## Data under study:
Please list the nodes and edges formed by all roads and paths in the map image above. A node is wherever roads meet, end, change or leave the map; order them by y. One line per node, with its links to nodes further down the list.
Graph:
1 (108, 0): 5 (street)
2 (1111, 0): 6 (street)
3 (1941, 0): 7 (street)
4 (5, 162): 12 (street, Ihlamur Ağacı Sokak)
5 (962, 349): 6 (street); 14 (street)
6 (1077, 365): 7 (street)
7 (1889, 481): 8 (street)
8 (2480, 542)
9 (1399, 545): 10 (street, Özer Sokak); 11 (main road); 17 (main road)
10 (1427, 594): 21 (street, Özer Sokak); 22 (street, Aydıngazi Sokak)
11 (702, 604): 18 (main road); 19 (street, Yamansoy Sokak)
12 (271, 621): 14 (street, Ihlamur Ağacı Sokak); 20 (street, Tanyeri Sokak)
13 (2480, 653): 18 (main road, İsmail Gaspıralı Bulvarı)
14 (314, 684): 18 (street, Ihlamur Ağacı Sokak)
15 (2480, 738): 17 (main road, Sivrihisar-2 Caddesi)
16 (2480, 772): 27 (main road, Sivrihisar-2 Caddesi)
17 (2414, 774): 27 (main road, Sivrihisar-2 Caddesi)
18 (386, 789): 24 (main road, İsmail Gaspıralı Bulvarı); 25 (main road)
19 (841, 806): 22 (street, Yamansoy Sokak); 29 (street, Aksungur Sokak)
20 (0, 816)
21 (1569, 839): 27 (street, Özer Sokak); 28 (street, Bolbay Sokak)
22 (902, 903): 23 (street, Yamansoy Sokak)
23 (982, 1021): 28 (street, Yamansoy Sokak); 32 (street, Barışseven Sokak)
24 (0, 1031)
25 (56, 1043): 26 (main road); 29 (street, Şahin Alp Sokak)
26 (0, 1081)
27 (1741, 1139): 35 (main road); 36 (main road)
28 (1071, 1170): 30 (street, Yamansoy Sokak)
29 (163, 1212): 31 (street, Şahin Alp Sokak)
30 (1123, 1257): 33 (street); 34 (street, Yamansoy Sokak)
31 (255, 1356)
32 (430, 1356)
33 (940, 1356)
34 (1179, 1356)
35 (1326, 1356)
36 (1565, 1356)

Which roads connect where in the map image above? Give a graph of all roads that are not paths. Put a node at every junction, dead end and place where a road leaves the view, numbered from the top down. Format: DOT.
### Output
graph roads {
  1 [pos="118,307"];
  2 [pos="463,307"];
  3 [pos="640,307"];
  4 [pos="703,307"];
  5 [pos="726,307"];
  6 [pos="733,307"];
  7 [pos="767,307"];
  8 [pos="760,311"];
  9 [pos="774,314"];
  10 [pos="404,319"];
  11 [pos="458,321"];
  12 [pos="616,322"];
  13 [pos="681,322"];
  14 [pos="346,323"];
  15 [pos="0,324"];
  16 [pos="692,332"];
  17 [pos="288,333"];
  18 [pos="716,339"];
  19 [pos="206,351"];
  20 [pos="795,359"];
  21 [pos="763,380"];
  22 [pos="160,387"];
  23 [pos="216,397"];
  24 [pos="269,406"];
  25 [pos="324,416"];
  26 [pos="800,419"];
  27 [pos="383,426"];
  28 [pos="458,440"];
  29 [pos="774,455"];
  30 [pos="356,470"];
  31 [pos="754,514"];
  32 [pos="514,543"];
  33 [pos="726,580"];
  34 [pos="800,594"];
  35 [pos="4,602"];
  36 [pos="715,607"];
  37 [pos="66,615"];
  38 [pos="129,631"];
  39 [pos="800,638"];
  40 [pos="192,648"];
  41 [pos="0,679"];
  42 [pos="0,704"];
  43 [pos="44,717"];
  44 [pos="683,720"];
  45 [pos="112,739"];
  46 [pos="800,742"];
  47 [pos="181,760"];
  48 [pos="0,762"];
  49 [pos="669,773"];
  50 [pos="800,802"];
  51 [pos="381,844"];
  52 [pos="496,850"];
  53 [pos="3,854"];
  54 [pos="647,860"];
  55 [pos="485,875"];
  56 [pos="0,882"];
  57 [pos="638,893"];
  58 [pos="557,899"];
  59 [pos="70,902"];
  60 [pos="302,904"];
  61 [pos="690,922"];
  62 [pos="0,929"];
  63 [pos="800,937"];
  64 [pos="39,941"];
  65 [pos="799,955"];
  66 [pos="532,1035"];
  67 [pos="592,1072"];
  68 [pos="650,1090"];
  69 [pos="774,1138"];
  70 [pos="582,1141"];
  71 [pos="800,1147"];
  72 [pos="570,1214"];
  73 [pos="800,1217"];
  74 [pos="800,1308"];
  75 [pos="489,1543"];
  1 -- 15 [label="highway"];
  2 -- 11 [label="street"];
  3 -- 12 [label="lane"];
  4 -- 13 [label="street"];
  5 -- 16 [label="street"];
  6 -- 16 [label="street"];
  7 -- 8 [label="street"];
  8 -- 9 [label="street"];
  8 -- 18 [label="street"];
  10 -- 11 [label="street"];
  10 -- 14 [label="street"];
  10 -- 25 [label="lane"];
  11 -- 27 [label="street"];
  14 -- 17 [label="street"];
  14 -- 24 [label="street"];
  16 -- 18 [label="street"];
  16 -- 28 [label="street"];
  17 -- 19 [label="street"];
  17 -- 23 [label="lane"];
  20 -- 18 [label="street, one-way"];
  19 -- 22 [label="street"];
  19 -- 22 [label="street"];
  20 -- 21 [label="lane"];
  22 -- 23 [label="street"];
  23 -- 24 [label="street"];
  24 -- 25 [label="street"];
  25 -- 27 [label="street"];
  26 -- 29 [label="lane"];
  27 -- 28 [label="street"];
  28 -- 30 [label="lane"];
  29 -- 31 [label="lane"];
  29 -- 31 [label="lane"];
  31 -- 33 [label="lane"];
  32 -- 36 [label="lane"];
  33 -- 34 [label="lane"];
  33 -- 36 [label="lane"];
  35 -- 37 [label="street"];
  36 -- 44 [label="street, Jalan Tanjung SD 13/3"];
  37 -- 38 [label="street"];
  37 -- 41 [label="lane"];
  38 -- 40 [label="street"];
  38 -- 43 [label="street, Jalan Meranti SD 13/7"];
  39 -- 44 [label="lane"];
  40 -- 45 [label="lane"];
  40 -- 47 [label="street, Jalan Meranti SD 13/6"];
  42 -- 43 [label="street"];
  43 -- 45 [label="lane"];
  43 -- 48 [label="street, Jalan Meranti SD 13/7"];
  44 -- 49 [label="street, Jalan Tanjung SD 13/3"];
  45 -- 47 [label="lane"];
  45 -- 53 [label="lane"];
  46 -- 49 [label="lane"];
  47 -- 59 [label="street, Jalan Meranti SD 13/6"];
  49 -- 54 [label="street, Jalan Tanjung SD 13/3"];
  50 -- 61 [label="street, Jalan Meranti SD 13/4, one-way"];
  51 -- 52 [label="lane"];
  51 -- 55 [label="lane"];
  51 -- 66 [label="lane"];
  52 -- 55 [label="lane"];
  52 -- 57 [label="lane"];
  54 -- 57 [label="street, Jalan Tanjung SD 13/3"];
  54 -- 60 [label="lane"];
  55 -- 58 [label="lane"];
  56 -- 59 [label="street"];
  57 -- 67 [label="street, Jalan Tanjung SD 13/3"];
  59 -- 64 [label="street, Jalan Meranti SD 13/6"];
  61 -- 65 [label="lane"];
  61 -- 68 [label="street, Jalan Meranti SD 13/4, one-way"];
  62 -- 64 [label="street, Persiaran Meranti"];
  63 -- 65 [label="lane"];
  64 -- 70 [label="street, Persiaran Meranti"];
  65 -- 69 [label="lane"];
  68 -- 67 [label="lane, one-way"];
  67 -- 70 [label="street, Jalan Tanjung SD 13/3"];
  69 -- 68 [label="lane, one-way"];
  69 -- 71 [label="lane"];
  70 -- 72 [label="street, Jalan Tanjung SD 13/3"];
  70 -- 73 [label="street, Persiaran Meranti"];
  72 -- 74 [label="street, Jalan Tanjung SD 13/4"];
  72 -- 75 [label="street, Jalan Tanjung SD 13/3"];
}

## What is being asked:
Would you please give the number of lines in this material containing the string "Gaspıralı", with no further text?

## Output below:
2